【人工智能笔记】第三十一节:AutoML系列,用NNI框架进行神经网络架构搜索与超参调优(一)

本章节介绍NNI框架的安装,及使用NNI框架进行 神经网络架构搜索超参调优。下面demo基于Tensorflow2.0编写。

NNI简介


NNI (Neural Network Intelligence) 是一个轻量但强大的工具包,帮助用户自动的进行 特征工程神经网络架构搜索超参调优 以及 模型压缩

NNI 管理自动机器学习 (AutoML) 的 Experiment, 调度运行 由调优算法生成的 Trial 任务来找到最好的神经网络架构和/或超参,支持 各种训练环境,如 本机, 远程服务器, OpenPAI, Kubeflow, 基于 K8S 的 FrameworkController(如,AKS 等), DLWorkspace (又称 DLTS), AML (Azure Machine Learning) 以及其它云服务。
【人工智能笔记】第三十一节:AutoML系列,用NNI框架进行神经网络架构搜索与超参调优(一)_第1张图片

NNI安装


pip install --upgrade nni

NNI的使用Demo


  • Demo文件结构

【人工智能笔记】第三十一节:AutoML系列,用NNI框架进行神经网络架构搜索与超参调优(一)_第2张图片

  • NNI配置文件(./configs/config.yml)

    该文件用于配置启动NNI的参数。
# This example shows more configurable fields comparing to the minimal "config.yml"
# You can use "nnictl create --config config_detailed.yml" to launch this experiment.
# If you see an error message saying "port 8080 is used", use "nnictl stop --all" to stop previous experiments.

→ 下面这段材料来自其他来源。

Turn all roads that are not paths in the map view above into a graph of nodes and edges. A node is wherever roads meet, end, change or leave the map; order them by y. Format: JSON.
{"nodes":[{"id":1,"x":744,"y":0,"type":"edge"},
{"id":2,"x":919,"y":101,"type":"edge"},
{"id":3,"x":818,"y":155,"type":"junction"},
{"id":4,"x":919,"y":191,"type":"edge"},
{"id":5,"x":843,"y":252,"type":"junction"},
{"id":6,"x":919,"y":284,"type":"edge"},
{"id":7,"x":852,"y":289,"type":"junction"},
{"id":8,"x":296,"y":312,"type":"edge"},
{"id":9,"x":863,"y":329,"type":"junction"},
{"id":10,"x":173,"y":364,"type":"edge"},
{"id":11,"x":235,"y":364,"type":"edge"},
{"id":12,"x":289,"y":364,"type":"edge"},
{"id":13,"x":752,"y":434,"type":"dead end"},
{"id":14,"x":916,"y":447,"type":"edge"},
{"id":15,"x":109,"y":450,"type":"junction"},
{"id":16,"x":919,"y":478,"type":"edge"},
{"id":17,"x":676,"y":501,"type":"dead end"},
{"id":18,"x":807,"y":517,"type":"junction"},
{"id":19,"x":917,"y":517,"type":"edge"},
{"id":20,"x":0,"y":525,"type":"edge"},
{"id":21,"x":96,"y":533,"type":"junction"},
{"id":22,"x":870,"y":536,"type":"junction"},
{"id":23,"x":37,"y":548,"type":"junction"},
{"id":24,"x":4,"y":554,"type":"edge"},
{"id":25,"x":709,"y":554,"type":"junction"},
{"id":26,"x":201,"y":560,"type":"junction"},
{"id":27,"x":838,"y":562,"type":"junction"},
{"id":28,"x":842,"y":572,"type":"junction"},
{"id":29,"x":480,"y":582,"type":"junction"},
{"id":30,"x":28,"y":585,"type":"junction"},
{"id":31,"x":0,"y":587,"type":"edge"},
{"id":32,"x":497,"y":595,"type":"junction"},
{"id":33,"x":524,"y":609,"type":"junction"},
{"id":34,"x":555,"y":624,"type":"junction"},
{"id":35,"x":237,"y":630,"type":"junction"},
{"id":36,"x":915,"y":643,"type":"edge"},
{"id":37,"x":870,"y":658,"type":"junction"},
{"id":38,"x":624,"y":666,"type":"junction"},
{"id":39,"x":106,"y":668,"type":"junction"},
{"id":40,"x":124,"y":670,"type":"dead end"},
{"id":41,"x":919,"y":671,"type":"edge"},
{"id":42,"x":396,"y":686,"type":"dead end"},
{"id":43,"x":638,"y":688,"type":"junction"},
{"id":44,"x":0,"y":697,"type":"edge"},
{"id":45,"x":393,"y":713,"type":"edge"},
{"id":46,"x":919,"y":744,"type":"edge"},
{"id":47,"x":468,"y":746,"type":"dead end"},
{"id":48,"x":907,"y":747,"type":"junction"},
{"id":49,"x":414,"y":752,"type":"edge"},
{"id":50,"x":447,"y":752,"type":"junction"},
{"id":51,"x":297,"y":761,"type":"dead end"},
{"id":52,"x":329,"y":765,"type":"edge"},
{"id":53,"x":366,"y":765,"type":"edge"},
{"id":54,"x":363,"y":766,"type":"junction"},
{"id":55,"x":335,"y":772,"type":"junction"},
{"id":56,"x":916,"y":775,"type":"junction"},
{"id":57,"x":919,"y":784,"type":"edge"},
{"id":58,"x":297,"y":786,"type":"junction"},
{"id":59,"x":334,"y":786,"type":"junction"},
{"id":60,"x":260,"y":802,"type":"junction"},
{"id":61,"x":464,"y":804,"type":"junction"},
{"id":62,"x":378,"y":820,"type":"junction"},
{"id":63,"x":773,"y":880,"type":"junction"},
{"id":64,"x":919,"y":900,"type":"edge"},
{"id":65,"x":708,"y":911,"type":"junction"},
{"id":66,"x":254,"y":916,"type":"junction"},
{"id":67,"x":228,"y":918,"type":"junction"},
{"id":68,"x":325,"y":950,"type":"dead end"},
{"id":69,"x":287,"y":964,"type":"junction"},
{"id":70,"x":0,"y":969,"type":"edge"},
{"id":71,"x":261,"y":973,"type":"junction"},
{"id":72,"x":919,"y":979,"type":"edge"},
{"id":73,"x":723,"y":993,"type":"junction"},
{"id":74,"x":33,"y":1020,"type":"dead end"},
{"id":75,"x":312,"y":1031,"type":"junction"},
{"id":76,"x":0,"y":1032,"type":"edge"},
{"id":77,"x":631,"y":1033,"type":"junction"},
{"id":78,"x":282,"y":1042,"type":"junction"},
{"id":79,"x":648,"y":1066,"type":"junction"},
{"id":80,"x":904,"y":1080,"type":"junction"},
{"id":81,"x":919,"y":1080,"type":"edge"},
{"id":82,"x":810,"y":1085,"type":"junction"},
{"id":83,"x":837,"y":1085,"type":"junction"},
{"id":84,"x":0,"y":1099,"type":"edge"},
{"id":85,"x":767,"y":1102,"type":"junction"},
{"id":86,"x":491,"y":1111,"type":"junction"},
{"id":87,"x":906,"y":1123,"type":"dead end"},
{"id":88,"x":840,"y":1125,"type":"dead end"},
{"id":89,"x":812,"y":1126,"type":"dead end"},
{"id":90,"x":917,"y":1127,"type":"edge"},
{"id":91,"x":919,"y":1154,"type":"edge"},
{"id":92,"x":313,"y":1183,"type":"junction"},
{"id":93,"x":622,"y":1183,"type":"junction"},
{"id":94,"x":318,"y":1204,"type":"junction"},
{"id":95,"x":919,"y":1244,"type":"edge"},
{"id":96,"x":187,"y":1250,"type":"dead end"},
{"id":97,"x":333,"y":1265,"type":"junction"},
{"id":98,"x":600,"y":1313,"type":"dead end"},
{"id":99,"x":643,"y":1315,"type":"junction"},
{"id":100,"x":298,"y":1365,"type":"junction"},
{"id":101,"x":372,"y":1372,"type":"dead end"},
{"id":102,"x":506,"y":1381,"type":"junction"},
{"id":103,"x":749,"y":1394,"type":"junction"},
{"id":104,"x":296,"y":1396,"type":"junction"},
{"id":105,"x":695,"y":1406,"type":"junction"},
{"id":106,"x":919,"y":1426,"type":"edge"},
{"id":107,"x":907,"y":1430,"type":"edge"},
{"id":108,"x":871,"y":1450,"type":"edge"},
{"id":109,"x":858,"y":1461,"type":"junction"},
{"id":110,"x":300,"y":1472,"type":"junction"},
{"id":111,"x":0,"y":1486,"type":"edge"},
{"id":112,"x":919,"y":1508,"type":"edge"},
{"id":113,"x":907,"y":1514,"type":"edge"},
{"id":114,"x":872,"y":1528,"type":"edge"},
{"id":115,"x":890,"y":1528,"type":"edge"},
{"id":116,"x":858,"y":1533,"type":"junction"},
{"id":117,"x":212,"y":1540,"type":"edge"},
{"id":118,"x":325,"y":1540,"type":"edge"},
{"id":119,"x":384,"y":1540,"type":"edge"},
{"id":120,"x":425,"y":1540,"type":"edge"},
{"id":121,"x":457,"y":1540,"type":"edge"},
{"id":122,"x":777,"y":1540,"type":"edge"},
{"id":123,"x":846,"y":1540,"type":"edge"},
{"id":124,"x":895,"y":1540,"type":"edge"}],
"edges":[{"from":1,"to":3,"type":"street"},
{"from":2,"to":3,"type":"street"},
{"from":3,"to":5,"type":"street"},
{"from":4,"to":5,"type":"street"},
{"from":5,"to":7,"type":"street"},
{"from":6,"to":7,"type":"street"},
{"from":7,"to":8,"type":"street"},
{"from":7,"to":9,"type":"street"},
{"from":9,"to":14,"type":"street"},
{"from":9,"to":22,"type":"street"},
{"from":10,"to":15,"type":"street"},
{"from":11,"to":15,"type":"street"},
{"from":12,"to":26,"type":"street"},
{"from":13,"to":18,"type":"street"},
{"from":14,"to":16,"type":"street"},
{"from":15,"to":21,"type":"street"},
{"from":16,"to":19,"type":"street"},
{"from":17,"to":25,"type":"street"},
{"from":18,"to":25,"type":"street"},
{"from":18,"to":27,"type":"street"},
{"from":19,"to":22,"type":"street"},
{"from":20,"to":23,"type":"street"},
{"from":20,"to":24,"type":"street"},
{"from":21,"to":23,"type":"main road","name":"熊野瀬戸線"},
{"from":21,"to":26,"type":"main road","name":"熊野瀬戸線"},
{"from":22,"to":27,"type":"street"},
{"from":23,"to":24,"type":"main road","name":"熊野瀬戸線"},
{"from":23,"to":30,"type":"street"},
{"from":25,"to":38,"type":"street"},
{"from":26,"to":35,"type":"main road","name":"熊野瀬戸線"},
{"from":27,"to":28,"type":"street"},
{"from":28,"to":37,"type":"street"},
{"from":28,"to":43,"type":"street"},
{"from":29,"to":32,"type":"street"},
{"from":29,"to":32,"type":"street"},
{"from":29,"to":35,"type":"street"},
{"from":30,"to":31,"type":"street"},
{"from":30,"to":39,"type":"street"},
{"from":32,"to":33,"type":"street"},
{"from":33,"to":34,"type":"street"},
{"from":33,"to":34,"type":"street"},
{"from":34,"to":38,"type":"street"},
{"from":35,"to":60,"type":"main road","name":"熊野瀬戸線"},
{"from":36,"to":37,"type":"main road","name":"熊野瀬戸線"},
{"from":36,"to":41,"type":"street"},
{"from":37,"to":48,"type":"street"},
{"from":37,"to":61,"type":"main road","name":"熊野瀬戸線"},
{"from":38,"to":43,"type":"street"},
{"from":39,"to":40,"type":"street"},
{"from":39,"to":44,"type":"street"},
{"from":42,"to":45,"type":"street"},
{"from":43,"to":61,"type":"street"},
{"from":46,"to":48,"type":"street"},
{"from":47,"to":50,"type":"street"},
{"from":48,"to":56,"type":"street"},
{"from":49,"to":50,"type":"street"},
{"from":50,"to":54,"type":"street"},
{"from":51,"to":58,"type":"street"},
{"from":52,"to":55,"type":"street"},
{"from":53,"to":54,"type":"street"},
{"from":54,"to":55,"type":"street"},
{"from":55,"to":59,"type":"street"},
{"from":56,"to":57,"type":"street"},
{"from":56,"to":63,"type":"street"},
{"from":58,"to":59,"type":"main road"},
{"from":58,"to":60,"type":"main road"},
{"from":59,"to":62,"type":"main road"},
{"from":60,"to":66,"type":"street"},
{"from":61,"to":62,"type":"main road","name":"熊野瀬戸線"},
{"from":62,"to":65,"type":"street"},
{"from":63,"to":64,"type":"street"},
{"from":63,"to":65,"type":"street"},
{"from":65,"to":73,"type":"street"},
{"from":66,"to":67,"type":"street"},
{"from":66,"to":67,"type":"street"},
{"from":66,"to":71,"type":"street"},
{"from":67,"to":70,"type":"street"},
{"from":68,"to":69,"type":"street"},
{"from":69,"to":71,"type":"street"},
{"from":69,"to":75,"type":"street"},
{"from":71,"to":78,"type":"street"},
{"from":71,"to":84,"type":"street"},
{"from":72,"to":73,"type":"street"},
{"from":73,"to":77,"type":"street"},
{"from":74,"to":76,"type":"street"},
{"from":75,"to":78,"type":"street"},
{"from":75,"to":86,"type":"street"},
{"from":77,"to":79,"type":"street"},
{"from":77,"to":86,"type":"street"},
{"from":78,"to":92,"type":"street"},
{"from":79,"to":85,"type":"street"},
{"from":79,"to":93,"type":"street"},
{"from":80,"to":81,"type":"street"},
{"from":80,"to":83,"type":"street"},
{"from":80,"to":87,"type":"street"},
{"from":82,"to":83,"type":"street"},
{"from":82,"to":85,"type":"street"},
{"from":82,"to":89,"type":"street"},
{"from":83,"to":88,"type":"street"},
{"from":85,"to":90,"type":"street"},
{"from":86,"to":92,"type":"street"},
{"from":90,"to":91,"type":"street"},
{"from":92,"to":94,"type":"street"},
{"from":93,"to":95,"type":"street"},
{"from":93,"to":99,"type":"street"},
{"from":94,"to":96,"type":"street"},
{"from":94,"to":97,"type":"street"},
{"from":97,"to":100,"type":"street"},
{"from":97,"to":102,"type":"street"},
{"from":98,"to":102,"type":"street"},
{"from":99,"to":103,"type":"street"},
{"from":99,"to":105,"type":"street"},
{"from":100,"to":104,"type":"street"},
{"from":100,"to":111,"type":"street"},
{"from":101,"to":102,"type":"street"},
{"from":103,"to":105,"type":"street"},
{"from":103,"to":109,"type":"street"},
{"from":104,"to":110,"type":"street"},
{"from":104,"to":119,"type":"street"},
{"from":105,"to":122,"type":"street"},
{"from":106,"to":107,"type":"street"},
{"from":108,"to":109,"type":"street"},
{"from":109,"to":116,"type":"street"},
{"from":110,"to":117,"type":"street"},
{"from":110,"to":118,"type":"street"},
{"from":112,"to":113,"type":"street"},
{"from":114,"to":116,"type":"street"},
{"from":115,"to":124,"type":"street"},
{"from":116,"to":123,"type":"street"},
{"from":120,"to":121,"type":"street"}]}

experimentName: MNIST           # An optional name to help you distinguish experiments.

# Hyper-parameter search space can either be configured here or in a seperate file.
# "config.yml" shows how to specify a seperate search space file.
# The common schema of search space is documented here:
#   https://nni.readthedocs.io/en/stable/Tutorial/SearchSpaceSpec.html
searchSpaceFile: search_space.json

trialCommand: python demo.py  # The command to launch a trial. NOTE: change "python3" to "python" if you are using Windows.
trialCodeDirectory: ../           # The path of trial code. By default it's ".", which means the same directory of this config file.
trialGpuNumber: 1               # How many GPUs should each trial use. CUDA is required when it's greater than zero.

trialConcurrency: 4             # Run 4 trials concurrently.
maxTrialNumber: 10              # Generate at most 10 trials.
maxExperimentDuration: 1h       # Stop generating trials after 1 hour.

tuner:                          # Configure the tuning algorithm.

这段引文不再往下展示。